Now for what puts it ahead of its predecessors, Google Drive will allow you to EDIT a document that you opened with it. That's right, it's Open Office that isn't limited to the content that it can store. Obviously not ALL content can be edited (see audio, video, image files). It has a basic version of a word processor, spreadsheet, presentation (Yes like PowerPoint), a very basic image editor, table creator and a form creator. The important thing to remember is that these do not download straight to Microsoft Office, but if you did not purchase Office, this is an excellent alternative that would still be effective.

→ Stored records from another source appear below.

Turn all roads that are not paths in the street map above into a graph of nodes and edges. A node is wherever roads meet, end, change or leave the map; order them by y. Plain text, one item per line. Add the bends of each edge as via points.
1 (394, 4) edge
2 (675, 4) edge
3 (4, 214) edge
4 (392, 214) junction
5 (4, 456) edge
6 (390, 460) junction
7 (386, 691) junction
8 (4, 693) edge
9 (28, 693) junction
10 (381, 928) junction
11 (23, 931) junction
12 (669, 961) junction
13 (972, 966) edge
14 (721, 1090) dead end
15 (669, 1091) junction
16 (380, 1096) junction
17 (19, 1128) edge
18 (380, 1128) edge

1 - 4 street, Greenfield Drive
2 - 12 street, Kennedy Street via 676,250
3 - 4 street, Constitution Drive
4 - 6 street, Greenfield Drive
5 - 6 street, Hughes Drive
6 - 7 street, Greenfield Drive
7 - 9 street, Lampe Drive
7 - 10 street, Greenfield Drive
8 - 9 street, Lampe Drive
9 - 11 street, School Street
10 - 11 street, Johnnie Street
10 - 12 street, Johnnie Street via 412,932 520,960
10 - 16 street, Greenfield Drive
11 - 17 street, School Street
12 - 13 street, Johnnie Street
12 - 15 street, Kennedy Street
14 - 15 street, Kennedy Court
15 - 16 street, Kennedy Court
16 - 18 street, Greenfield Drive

How does our content work with Presentation on Google Drive? Let's take a look, shall we? When we open a pptx (PowerPoint) file in Google Drive, it sees it as a PowerPoint still. Now we'll move it over to Google Presentation to check out what features we have.Windows Live SkyDrive: Alright, Google doesn't get to have ALL the fun. I'm going to move on to last, but certainly not the least of these giant Clouds. Microsoft has had Skydrive available at least to a select group of users since 2007, so it is a 5-year old. This is not the same as a five year old computer, which seems to be outdated as soon as it comes off the assembly line. No, Skydrive has gotten progressively stronger over the past five years, ultimately stepping into the limelight with the release date of Microsoft Office 2013 (when it's released for real, that is) and as it's been pushing its new Internet Explorer 9 (yes, there is another video, I'm a sucker for a good soundtrack) OK, moving on about the actual system. Skydrive is a word processor and Cloud storage device all in one. Not only that, but it is now able to be downloaded directly to your PC, or your Mac. That's right, we are looking at cross-platform, and it was designed by one of the largest moguls in operating systems. Microsoft really thought ahead with the latest version of Office, allowing it to sync directly to Skydrive, effectively allowing users to download straight from Skydrive to MS Office products, all without ever leaving their document/presentation. What does this mean for PresenterMedia? This means more sharing of your presentation, wider audiences to view your product, portable storage for those presentations you didn't have time to burn off to a CD, 7GB of content at your fingertips whenever you want it. Create Word, Excel, PowerPoint and One Note documents online, download them to any computer, save directly to the Skydrive to save precious space on your hard drive (think if you have a Windows phone or tablet, save your docs to your Skydrive instead of your hard drive). The user interface is intuitive, feeling very much like the Windows Explorer folders for navigation, maintaining that layout if you attempt to open a file from Windows. What's it look like you ask? Here are some images we've found floating around about Skydrive:
OK, now let's take a look at what an online account looks like. This was a bit trickier to find, so I used my own.
Now for the million dollar question. Which one do I prefer? Honestly all four of these have strengths of their own. Drive can work in more formats than Skydrive, Dropbox works with more content types than iCloud, but iCloud has the strength of Apple behind it. Personally I've been using Skydrive as I work almost exclusively in MS Word and PowerPoint, and the seamless conversion from my home computer to my work computer is nearly flawless, and if I want to work online, I can do that from my tablet without losing the formatting and still being able to see the product. Google Drive, Dropbox, and Apple iCloud are all also strong systems, practically storms of their own. Ultimately all that matters is this: which one will you chase?